Ellen Walston marks the interior temperature of a car during a hot car safety event in Greenville.

“Children’s bodies heat three to five times more quickly than adults,” Walston said. “They all have a smaller amount of body surface so they can’t cool themselves very quickly. A small child, like the families we’re serving today, they can’t verbalize when they’re thirsty if they’re under a certain age. You really have to be very careful. The message is never leave a child alone in a car, not even for a minute.”

The team had a demonstration with temperature gauges and s’mores roasting in a vehicle on an 80-degree day, one of the coolest days in recent weeks in eastern North Carolina. Despite the cooler than normal temperatures, the interior of the van rose to 90 degrees within 15 minutes, over 100 degrees after an hour, and approached 120 degrees in an hour and a half.

The s’mores demonstration showed how quickly things can literally cook inside of a car when left alone.

“As you see we have this temperature gauge here and just in the last 15 minutes, it’s already gone up 10 degrees,” Walston said. “This is a white car with light interior, and with a dark car and dark interior it can heat the car more quickly.”

Walston noted that there have already been 10 deaths across the country this year from children left alone in cars. In North Carolina, we have seen one this year and another in neighboring Virginia.

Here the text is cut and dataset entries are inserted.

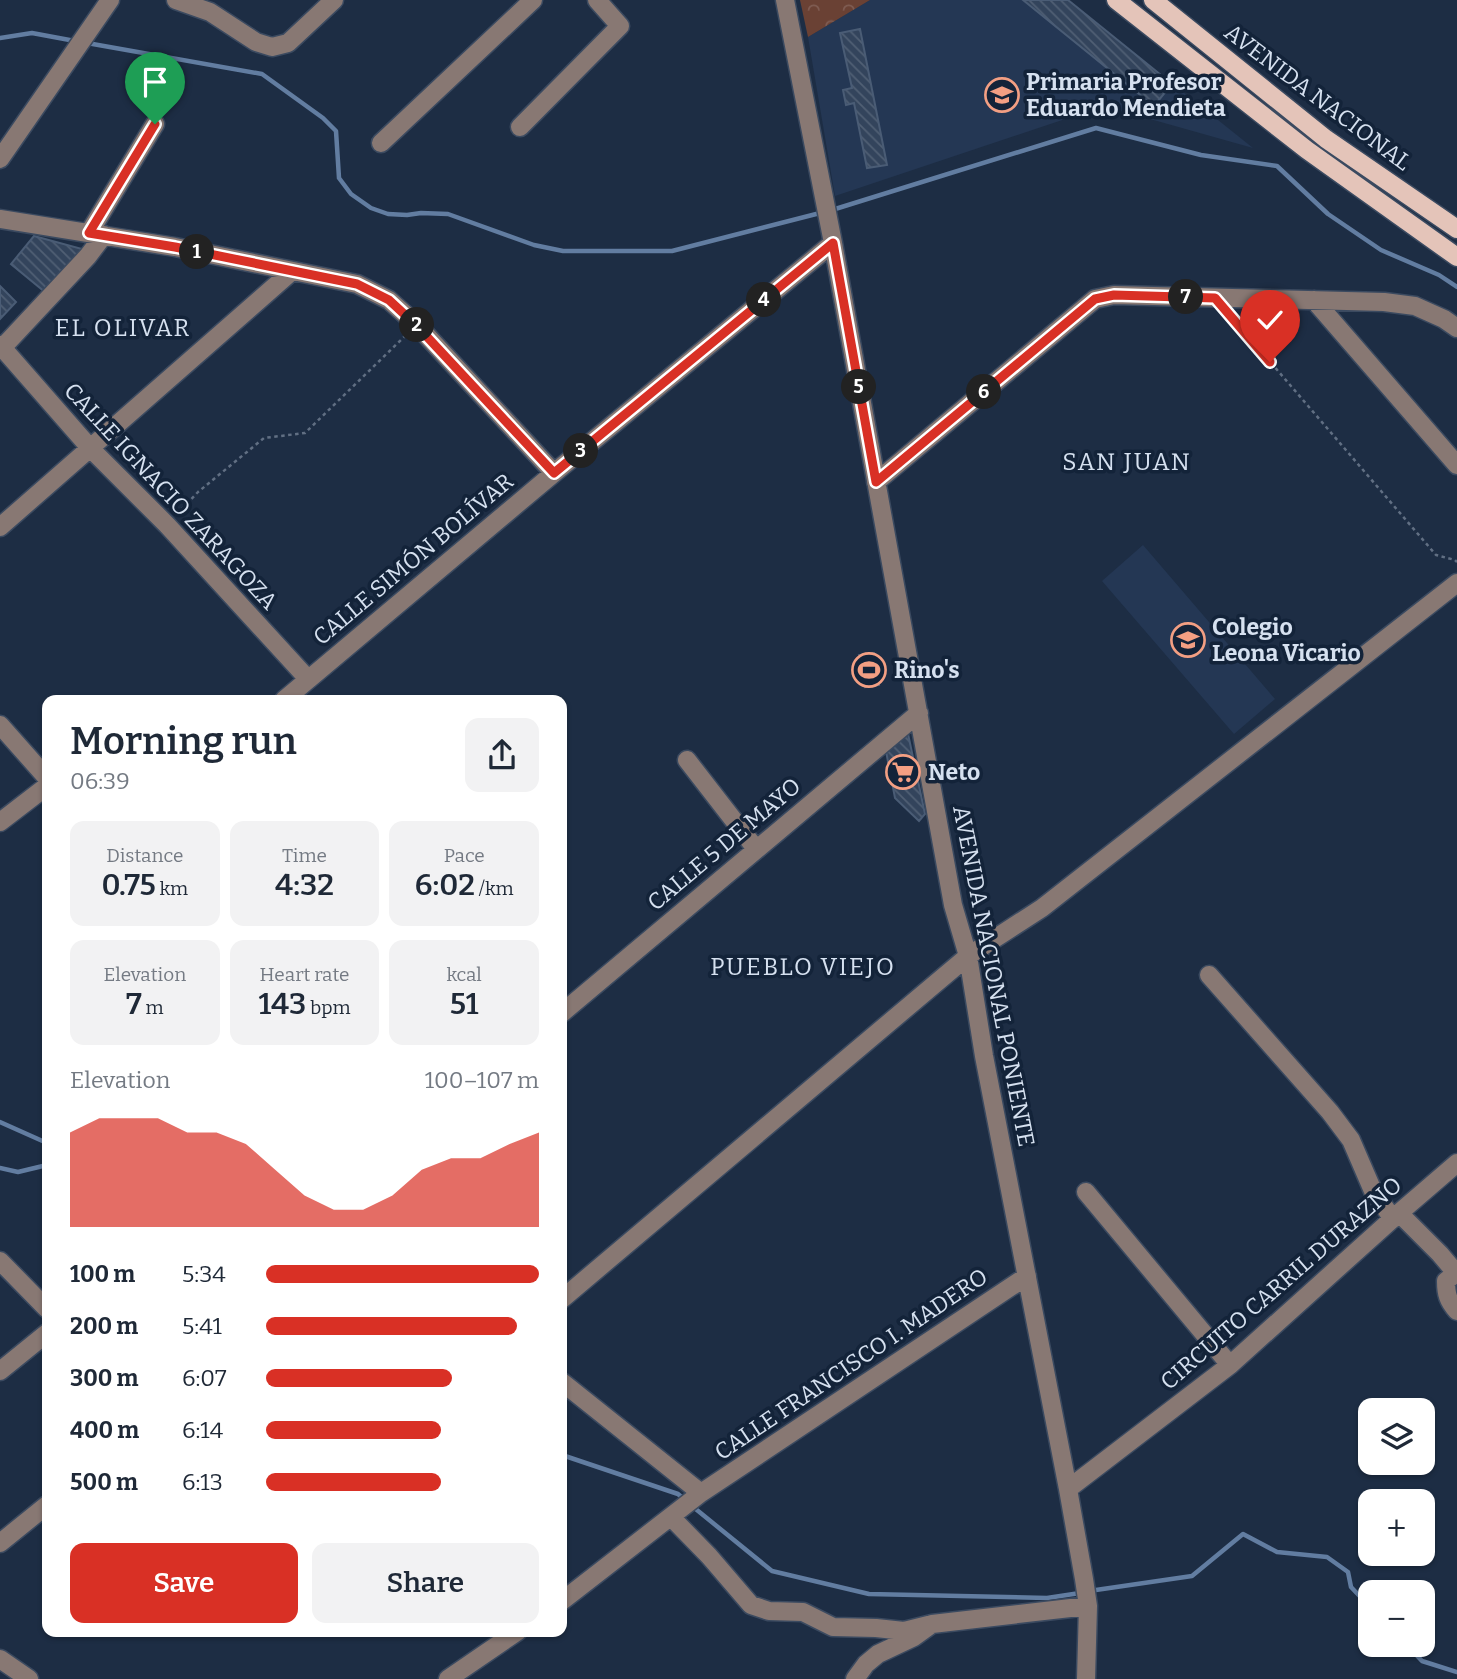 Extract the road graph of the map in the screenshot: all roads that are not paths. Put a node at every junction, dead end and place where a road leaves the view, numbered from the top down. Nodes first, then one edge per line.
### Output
1 (109, 0) edge
2 (176, 0) edge
3 (334, 0) edge
4 (533, 0) edge
5 (597, 0) edge
6 (785, 0) edge
7 (1153, 0) edge
8 (1127, 4) edge
9 (155, 124) dead end
10 (520, 127) dead end
11 (381, 143) dead end
12 (0, 159) edge
13 (0, 219) edge
14 (1456, 228) edge
15 (97, 234) junction
16 (833, 243) junction
17 (1457, 257) edge
18 (291, 272) junction
19 (1314, 300) junction
20 (1457, 328) edge
21 (1, 346) edge
22 (91, 449) junction
23 (1457, 465) edge
24 (554, 473) junction
25 (876, 482) junction
26 (0, 527) edge
27 (1457, 583) edge
28 (308, 679) junction
29 (295, 695) edge
30 (919, 713) junction
31 (0, 724) edge
32 (687, 761) dead end
33 (42, 772) edge
34 (42, 790) edge
35 (0, 822) edge
36 (756, 849) junction
37 (968, 956) junction
38 (1209, 975) dead end
39 (567, 1009) edge
40 (1457, 1163) edge
41 (1086, 1192) dead end
42 (1396, 1216) junction
43 (0, 1261) edge
44 (1457, 1273) edge
45 (1027, 1276) junction
46 (567, 1295) edge
47 (42, 1305) edge
48 (1457, 1311) edge
49 (42, 1337) edge
50 (1230, 1366) junction
51 (0, 1371) edge
52 (567, 1386) edge
53 (1068, 1489) junction
54 (701, 1493) junction
55 (42, 1509) edge
56 (671, 1517) junction
57 (0, 1543) edge
58 (567, 1597) edge
59 (1088, 1606) junction
60 (932, 1624) junction
61 (509, 1637) edge
62 (0, 1659) edge
63 (29, 1679) edge
64 (448, 1679) edge
65 (855, 1679) edge
66 (1086, 1679) edge

1 - 12 street
2 - 3 street
4 - 11 street
5 - 10 street
6 - 16 street, AVENIDA NACIONAL PONIENTE
7 - 14 main road, AVENIDA NACIONAL
8 - 17 main road, AVENIDA NACIONAL
9 - 15 street
13 - 15 street
15 - 18 street
15 - 21 street
16 - 24 street, CALLE SIMÓN BOLÍVAR
16 - 25 street, AVENIDA NACIONAL PONIENTE
18 - 22 street
18 - 24 street
19 - 20 street
19 - 23 street
19 - 25 street
21 - 22 street, CALLE IGNACIO ZARAGOZA
22 - 26 street
22 - 28 street, CALLE IGNACIO ZARAGOZA
24 - 28 street, CALLE SIMÓN BOLÍVAR
25 - 30 street, AVENIDA NACIONAL PONIENTE
27 - 37 street
28 - 29 street, CALLE SIMÓN BOLÍVAR
30 - 36 street, CALLE 5 DE MAYO
30 - 37 street, AVENIDA NACIONAL PONIENTE
31 - 33 street
32 - 36 street
34 - 35 street
36 - 39 street, CALLE 5 DE MAYO
37 - 45 street, AVENIDA NACIONAL PONIENTE
37 - 46 street
38 - 42 street
40 - 42 street, CIRCUITO CARRIL DURAZNO
41 - 50 street
42 - 44 street
42 - 50 street, CIRCUITO CARRIL DURAZNO
43 - 47 street
44 - 48 street
45 - 53 street, AVENIDA NACIONAL PONIENTE
45 - 54 street, CALLE FRANCISCO I. MADERO
49 - 51 street
50 - 53 street, CIRCUITO CARRIL DURAZNO
52 - 54 street
53 - 59 street, AVENIDA NACIONAL PONIENTE
54 - 56 street, CALLE FRANCISCO I. MADERO
55 - 57 street
56 - 58 street
56 - 60 street
59 - 60 street
59 - 66 street, AVENIDA NACIONAL PONIENTE
60 - 65 street
61 - 64 street
62 - 63 street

She said more than 50 percent of child deaths from hot cars are from children that have been forgotten in vehicles. She said children can be forgotten when routines are broken and leaving something like keys, your cellphone or a briefcase in the backseat next to the child is a safe way to ensure the child is not left alone.

According to Walston, about 17 percent of hot car fatalities are children that are intentionally left behind. She said no amount of time is safe for a child to be left alone, even with windows cracked.

“Many times folks think that, I’m just going into the store for a few minutes, but anything could happen inside, you could become distracted and forget the child,” Walston said. “There is a misnomer that if you crack a window and that will offer some less heat, but that really is a myth. It doesn’t affect the temperature of the car.”